But the tide is turning with a new investigative tool. It uses artificial intelligence algorithms primarily to scour open and, to a lesser extent, dark Web domains for human traffickers and decode their cloaked lingo selling sex slaves.
The developers call this technology “a real use-case of AI for Social Good,” countering the doomsday fears held by some about artificial intelligence and proving itself unmatched in fighting online exploitation, the designers say in a new study.
What is the Domain Insight Graph, or DIG?
Researchers at the University of Southern California label their tool the “Domain Insight Graph (DIG) system,” an end-to-end investigative knowledge discovery system that scours the Web for digital breadcrumbs scattered in sex ads, allowing investigators to find victims and shut down sex rings.
The tool does many things: It’s artificial intelligence, software, a search engine, and a builder of graphics and charts.
The system is so successful that it’s now being used by over 200 law enforcement agencies around the country.
The Department of Defense is also experimenting with possibly using the tool for even broader investigations like securities fraud, narcotics, mail shipment fraud, counterfeit electronics, and illegal weapons sales.
“We built and evaluated a prototype, involving separate components for information extraction, semantic modeling and query execution, on a real-world human trafficking Web corpus containing 1.3 million pages, with promising results,” the authors say, referring to their early work. Those crawled pages have since grown to 25 million.
The results are encouraging.
“The system is ready for use in real-world operational scenarios involving point-fact and cluster queries,” Mayank Kejriwal, Pedro Szekely, and Craig Knoblock in their research paper “Investigative Knowledge Discovery for Combating Illicit Activities.” (login may be required for full text)
Mayank Kejriwal and Pedro Szekely describe the challenges of investigative search in the online sex trafficking domain, then demonstrate the Domain Insight Graph system that is currently being used by over 200 U.S. law enforcement officials.
“This task can largely be automated, allowing law enforcement to quickly query for, and uncover, latent ‘vendors’ providing human-trafficking services through advertisement of victims,” they say.

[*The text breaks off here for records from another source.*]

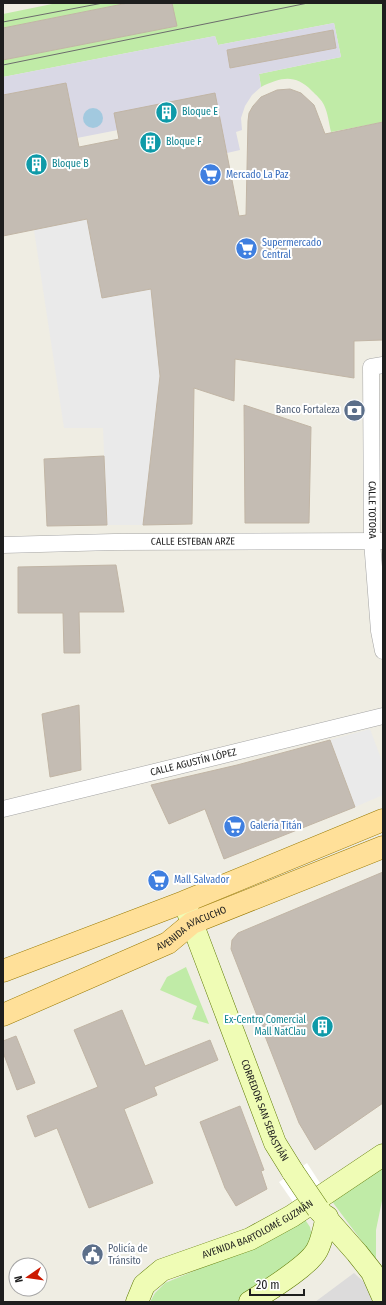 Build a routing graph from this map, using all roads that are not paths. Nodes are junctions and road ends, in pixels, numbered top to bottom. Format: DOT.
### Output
graph roads {
  1 [pos="377,366"];
  2 [pos="377,541"];
  3 [pos="3,545"];
  4 [pos="383,651"];
  5 [pos="383,716"];
  6 [pos="3,809"];
  7 [pos="383,820"];
  8 [pos="383,847"];
  9 [pos="184,902"];
  10 [pos="192,923"];
  11 [pos="3,971"];
  12 [pos="3,1015"];
  13 [pos="383,1155"];
  14 [pos="322,1213"];
  15 [pos="383,1297"];
  16 [pos="137,1302"];
  17 [pos="250,1302"];
  1 -- 2 [label="street, CALLE TOTORA"];
  2 -- 3 [label="street, CALLE ESTEBAN ARZE"];
  2 -- 4 [label="street, CALLE TOTORA"];
  5 -- 6 [label="street, CALLE AGUSTÍN LÓPEZ"];
  7 -- 9 [label="main road"];
  8 -- 10 [label="main road, AVENIDA AYACUCHO"];
  9 -- 10 [label="street, CORREDOR SAN SEBASTIÁN"];
  9 -- 11 [label="main road"];
  10 -- 12 [label="main road, AVENIDA AYACUCHO"];
  10 -- 14 [label="street, CORREDOR SAN SEBASTIÁN, bridge"];
  13 -- 16 [label="street, AVENIDA BARTOLOMÉ GUZMÁN"];
  14 -- 15 [label="street, CORREDOR SAN SEBASTIÁN"];
  14 -- 17 [label="street, AVENIDA BARTOLOMÉ GUZMÁN"];
} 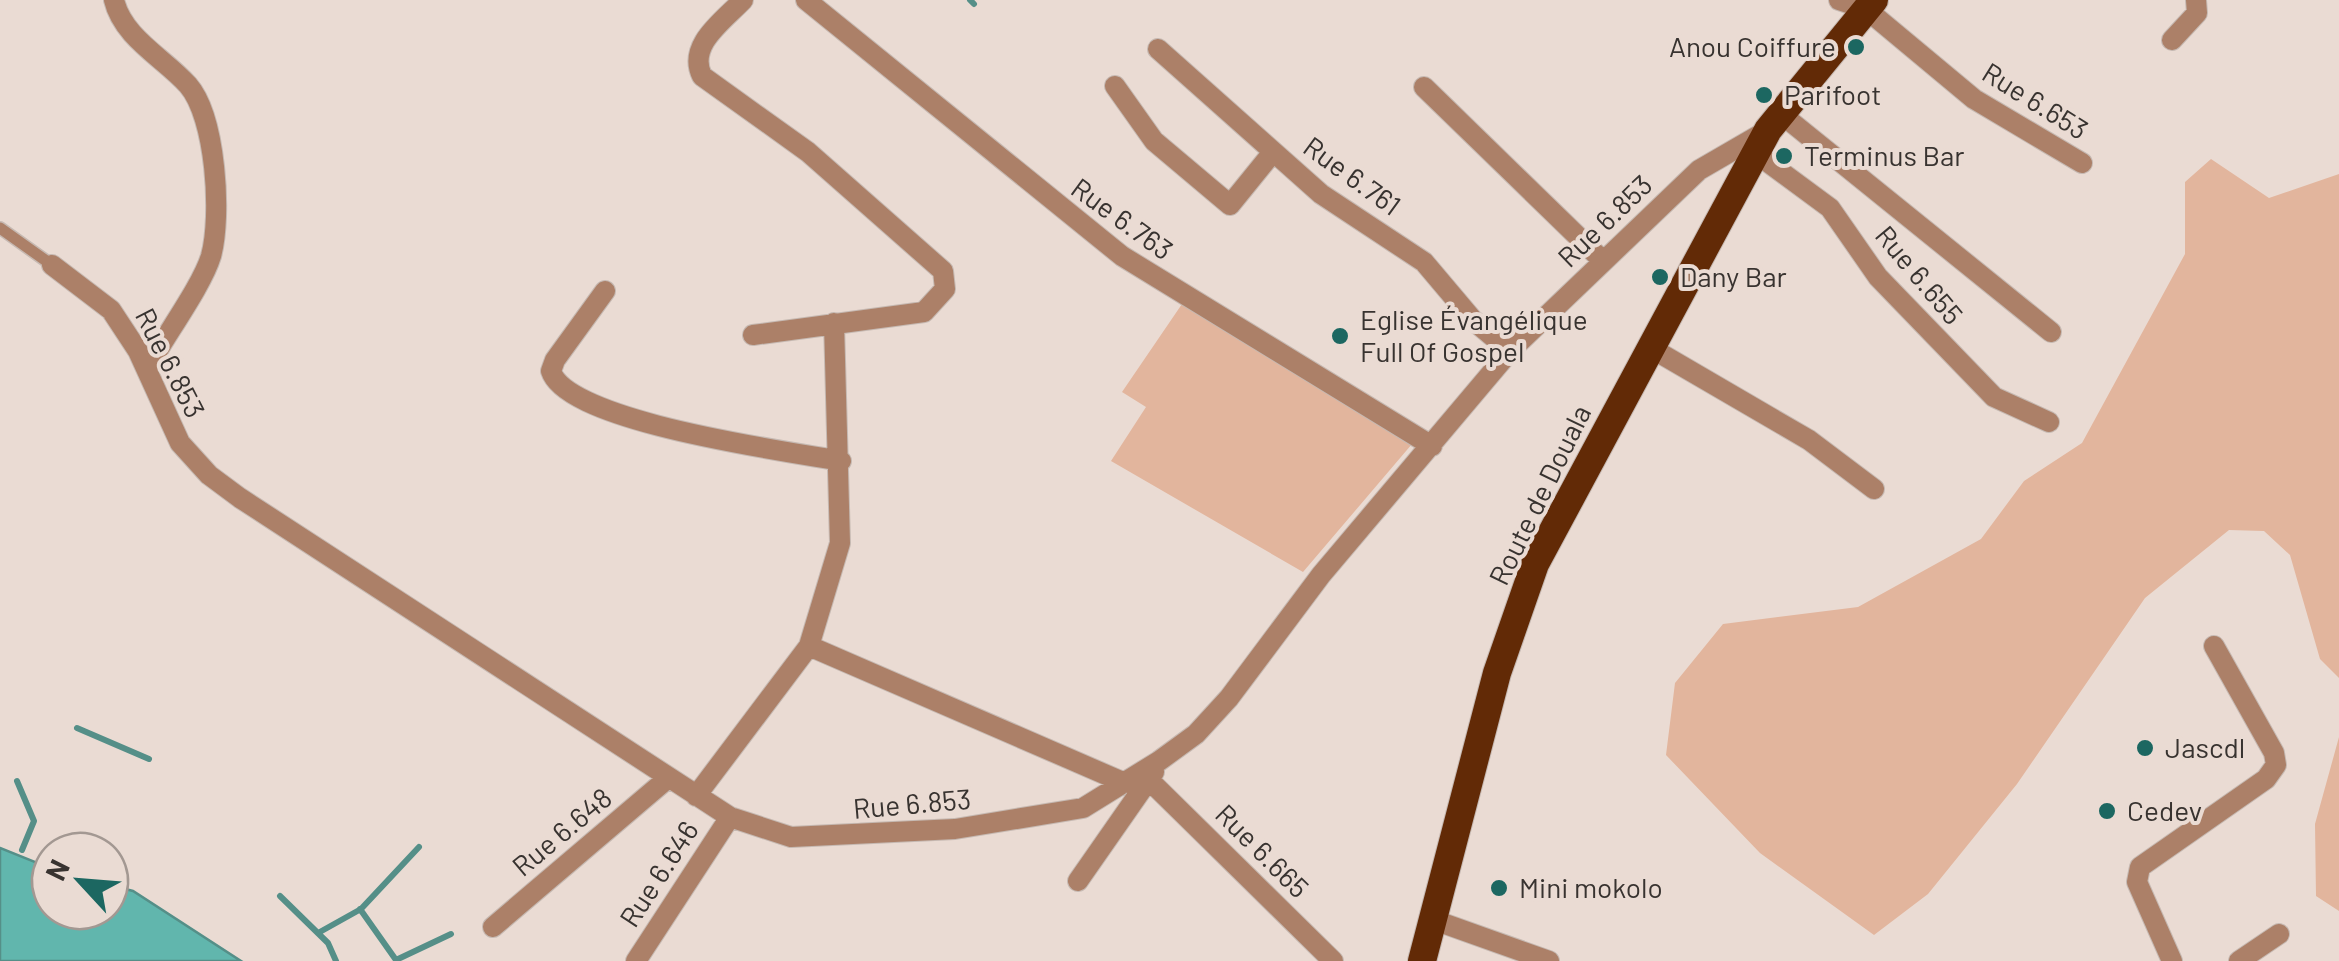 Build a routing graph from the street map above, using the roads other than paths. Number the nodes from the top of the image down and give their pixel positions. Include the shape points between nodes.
1 (114, 0) edge
2 (743, 0) edge
3 (806, 0) edge
4 (1839, 0) edge
5 (2196, 0) edge
6 (1870, 4) edge
7 (2172, 40) dead end
8 (1158, 49) dead end
9 (1115, 86) dead end
10 (1424, 87) dead end
11 (1768, 131) junction
12 (1273, 152) junction
13 (2082, 163) dead end
14 (0, 228) edge
15 (1603, 262) junction
16 (52, 266) joint
17 (605, 291) dead end
18 (834, 323) junction
19 (2051, 332) dead end
20 (753, 335) dead end
21 (1651, 348) junction
22 (1510, 351) junction
23 (148, 369) junction
24 (2049, 422) dead end
25 (1432, 446) junction
26 (841, 461) junction
27 (1874, 488) dead end
28 (809, 646) junction
29 (2214, 646) dead end
30 (1155, 771) junction
31 (668, 779) junction
32 (1124, 783) junction
33 (696, 796) junction
34 (730, 816) junction
35 (1078, 881) dead end
36 (1434, 920) junction
37 (493, 927) dead end
38 (2280, 934) dead end
39 (636, 961) edge
40 (1333, 961) edge
41 (1422, 961) edge
42 (1549, 961) edge
43 (2172, 961) edge
44 (2239, 961) edge

1 - 23 street via 126,26 190,87 201,106 213,163 210,256
2 - 18 street via 700,45 696,65 702,76 808,152 943,271 945,290 924,312
3 - 25 street, Rue 6.763 via 1122,256
4 - 6 street
5 - 7 street via 2197,14
6 - 11 highway, Route de Douala
6 - 13 street, Rue 6.653 via 1974,99
8 - 12 street, Rue 6.761
9 - 12 street via 1154,141 1230,205
10 - 15 street
11 - 15 street, Rue 6.853 via 1699,170
11 - 19 street
11 - 21 highway, Route de Douala
11 - 24 street, Rue 6.655 via 1878,278 1980,384 2017,411
12 - 22 street, Rue 6.761 via 1330,200 1424,262 1473,320
14 - 16 lane, Rue 6.853
15 - 22 street, Rue 6.853
16 - 23 street, Rue 6.853 via 111,310
17 - 26 street via 555,360 551,371 564,391 644,424
18 - 20 street
18 - 26 street
21 - 27 street via 1809,440
21 - 36 highway, Route de Douala via 1536,564 1497,674
22 - 25 street, Rue 6.853
23 - 31 street, Rue 6.853 via 180,443 209,474
25 - 30 street, Rue 6.853 via 1321,575 1228,698
26 - 28 street via 840,543
28 - 32 street
28 - 33 street
29 - 43 street via 2276,764 2266,778 2140,866 2137,882
30 - 32 street, Rue 6.853
30 - 35 street
30 - 40 street, Rue 6.665
31 - 33 street, Rue 6.853
31 - 37 street, Rue 6.648
32 - 34 street, Rue 6.853 via 1083,808 1051,816 904,834 790,837
33 - 34 street, Rue 6.853
34 - 39 street, Rue 6.646
36 - 41 highway, Route de Douala
36 - 42 street
38 - 44 street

The system, which got its first serious run during the four-week Human Trafficking Challenge organized by the DARPA MEMEX program in 2016, can be used beyond investigating criminals. It can also examine broader issues such as when criminal activity spikes and what ethnic groups of people are most likely to be exploited by human traffickers—information of great interest to social scientists.

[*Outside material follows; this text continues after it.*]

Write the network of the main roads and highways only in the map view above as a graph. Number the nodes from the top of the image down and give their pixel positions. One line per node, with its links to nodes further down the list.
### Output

“We note that the system can be used to support or refute certain hypotheses especially prevalent in popular imagination, such as whether human trafficking activity increases contemporaneously with events like the Super Bowl. Carefully designed studies can be used to also study the socio-ethnic impact of human trafficking by collecting statistics such as ethnicity extractions,” the researchers say.
“DIG”ging up sex traffickers and finding victims
Trafficking websites use advanced means of obfuscating data—excessive use of punctuation and special characters, and the presence of extraneous, hard-to-filter data such as embedded advertisements or artifacts in Web pages. Phone numbers aid tremendously in tracking victims, so traffickers use an especially maddening method of encrypting them.
“Consider, for example, the representative text fragment ‘AVAILABLE NOW! ?? – (1 two 3) four 5 six – 7 8 nine 0 – 21.’ Both the phone number (123-456-7890) and age (21) can be difficult to extract for named entity recognition tools trained on traditional text corpora,” say the authors.
But getting that phone number is important since it can be tied to multiple ads that reveal additional information such as name, email, and type of service—creating a “cluster” that can help identify a specific victim. Investigators can tighten the net even more by refining the search with other descriptions such as location, hair color, and ethnicity.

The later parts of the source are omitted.